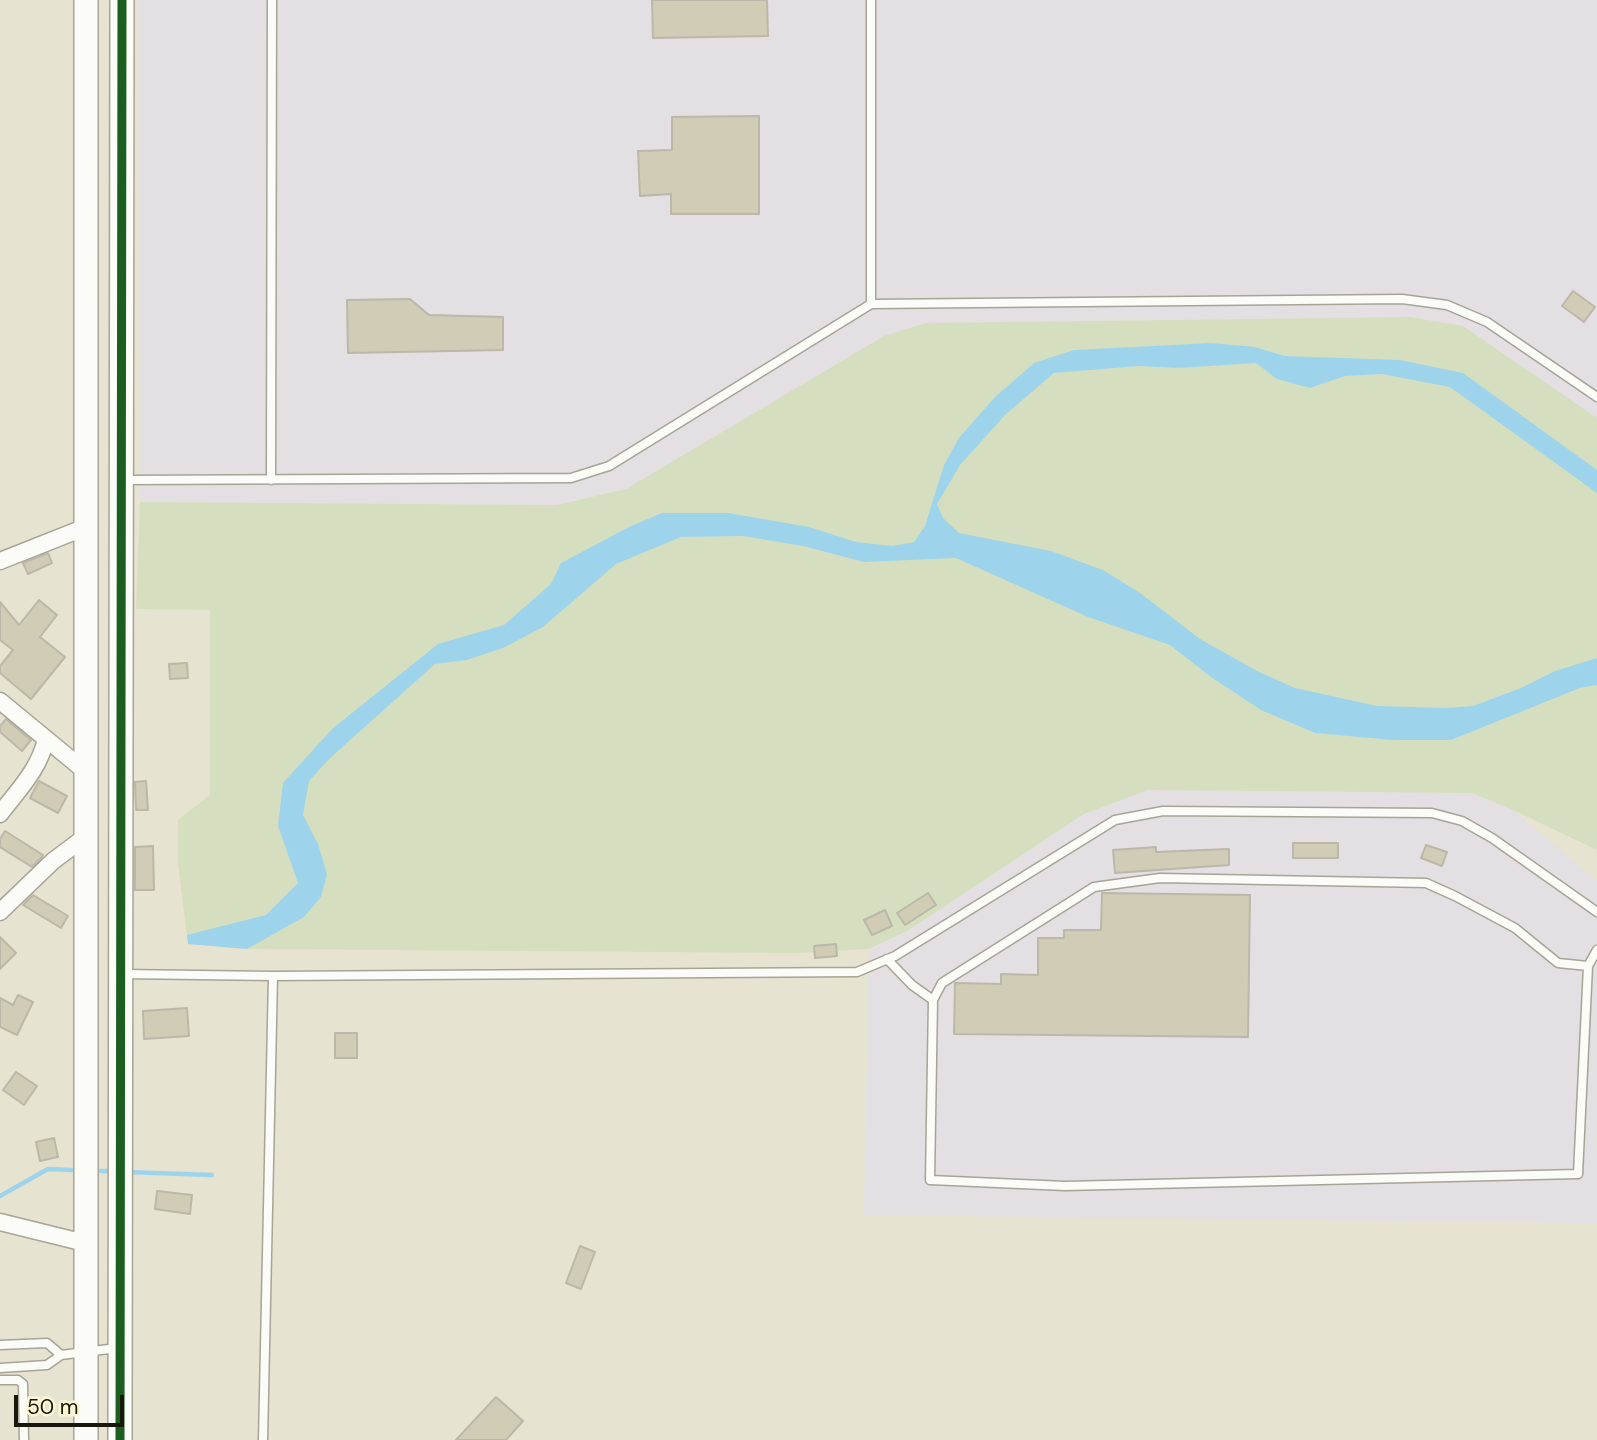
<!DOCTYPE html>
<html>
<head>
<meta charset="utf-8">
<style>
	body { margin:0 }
	#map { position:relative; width:1597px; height:1440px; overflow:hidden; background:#e7e3d1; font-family:"DM Sans",sans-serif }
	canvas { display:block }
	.scale { position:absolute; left:14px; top:1395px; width:110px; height:32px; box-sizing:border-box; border:4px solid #19160b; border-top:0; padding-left:9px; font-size:21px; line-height:24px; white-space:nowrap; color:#19160b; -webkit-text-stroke:5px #fef6d5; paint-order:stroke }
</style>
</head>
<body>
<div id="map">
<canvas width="1597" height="1440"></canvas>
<div class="scale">50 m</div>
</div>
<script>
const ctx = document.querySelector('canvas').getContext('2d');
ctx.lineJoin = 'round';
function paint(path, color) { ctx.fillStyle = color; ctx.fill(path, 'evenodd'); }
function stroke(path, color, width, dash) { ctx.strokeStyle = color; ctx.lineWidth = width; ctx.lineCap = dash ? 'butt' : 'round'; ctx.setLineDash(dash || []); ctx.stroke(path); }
paint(new Path2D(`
	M138,0H1597V418L1463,326L1410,317L926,323L884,336L626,489L557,505L140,502Z
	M1148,790L1472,793L1513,810L1597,881V1223L864,1215L869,949L909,930L1084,814Z`), '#e3dfe3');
paint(new Path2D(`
	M1410,317L1463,326L1597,418V850L1513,810L1472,793L1148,790L1084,814L909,930L869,949L798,953L247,949L188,944L178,864V820L210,795V610L136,609L140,502L557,505L626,489L884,336L926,323Z`), '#d5dfbf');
paint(new Path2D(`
	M1211,343L1255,347L1285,356L1400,360L1463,373L1597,470V493L1450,387L1382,374L1345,376L1310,388L1277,379L1256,363L1178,368L1139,366L1054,373L1005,415L960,465L937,504L943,518L959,533L1051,551L1103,570L1140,593L1200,639L1259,672L1295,688L1377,706L1446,708L1473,706L1521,688L1555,671L1597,658V685L1580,688L1451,740H1393L1315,733L1261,710L1211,677L1170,645L1088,617L956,558L864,562L803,546L743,536L681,537L616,564L543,627L503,648L467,660L435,664L329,759L309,781L303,815L318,844L327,874L321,897L304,917L247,949L188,944L187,935L266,915L298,883L278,826L283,783L332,729L438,644L504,625L551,584L561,563L631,526L662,513H728L809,527L856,542L892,546L914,542L925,526L944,465L959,438L995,397L1034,363L1074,350Z`), '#9ed4eb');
stroke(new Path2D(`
	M98,1171H115
	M127,1172L212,1175
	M0,1196L48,1169L72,1170`), '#9ed4eb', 4.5);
const building = new Path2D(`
	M652,0H767L768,36L653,38Z
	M759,116V214H671V194L640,196L638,151L672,150V117Z
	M1573,291L1595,307L1584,322L1562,306Z
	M410,299L429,315L503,317V350L348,353L347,300Z
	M48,553L52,563L28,574L23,563Z
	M39,600L57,615L40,637L65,657L31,699L0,673V666L13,650L0,640V602L19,625Z
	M187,663L188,678L170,679L169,664Z
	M6,719L31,740L22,751L0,732V726Z
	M39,781L67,796L58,813L30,798Z
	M146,781L148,810H136L135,782Z
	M5,831L43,855L42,857L32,867L0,847V839Z
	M1293,843H1338V858H1293Z
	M1426,845L1447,852L1442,866L1421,858Z
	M153,846L154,890H135V847Z
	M1156,847V852L1229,849V865L1115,873L1113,850Z
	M928,893L936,905L905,925L897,913Z
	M1102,893L1250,895L1248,1037L954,1034L955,983L1001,984V974L1038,975V938H1064V930H1101Z
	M33,895L68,916L61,928L23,905Z
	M885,910L892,926L872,935L864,920Z
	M0,937L16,953L0,969Z
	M836,944L837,956L815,958L814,946Z
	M18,995L33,1002L17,1035L0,1027V998L13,1005Z
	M187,1008L189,1036L144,1039L143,1011Z
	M335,1033H357V1058H335Z
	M16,1072L37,1086L24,1105L3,1090Z
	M54,1138L58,1157L40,1161L36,1142Z
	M157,1191L192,1195L190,1214L155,1209Z
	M580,1246L595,1252L581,1289L566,1283Z
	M496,1397L523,1421L506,1440H456Z`);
paint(building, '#d1ccb6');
stroke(building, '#bbb8a9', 2);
const lane = new Path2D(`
	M871,304V0
	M125,480L571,478L609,466L871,304L1402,299L1447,305L1487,322L1597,397
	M271,480L272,0
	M887,959L912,985L933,1000
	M1588,966L1558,963L1515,928L1455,896L1426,883L1160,878L1094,887L942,983L933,1000L930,1180L1065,1186L1578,1174L1588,966L1597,950
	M122,974L273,976L857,972L895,956L1115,820L1163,811L1432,813L1462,821L1492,838L1597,912
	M0,1345L47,1343L61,1355
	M0,1368L47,1365L61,1355L117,1348
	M0,1380H18L23,1384L24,1440
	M263,1440L273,976`);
const street = new Path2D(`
	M0,561L86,527
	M0,701L85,771
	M0,814C18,790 39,770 46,739
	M0,912L53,861L85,837
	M0,1222L85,1243`);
const secondary = new Path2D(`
	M86,1440V0
	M120,1440L122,0`);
stroke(lane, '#a7a496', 11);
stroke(street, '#a7a496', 19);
stroke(secondary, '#a7a496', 26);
stroke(lane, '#fbfbf8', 8);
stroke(street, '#fbfbf8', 16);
stroke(secondary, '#fbfbf8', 23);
stroke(new Path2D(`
	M120,1440L122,0`), '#1b5e20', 9);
</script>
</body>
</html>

What the task requires :: Copy out whichever lines of the listing contain the word "scale".

Result ::
	.scale { position:absolute; left:14px; top:1395px; width:110px; height:32px; box-sizing:border-box; border:4px solid #19160b; border-top:0; padding-left:9px; font-size:21px; line-height:24px; white-space:nowrap; color:#19160b; -webkit-text-stroke:5px #fef6d5; paint-order:stroke }
<div class="scale">50 m</div>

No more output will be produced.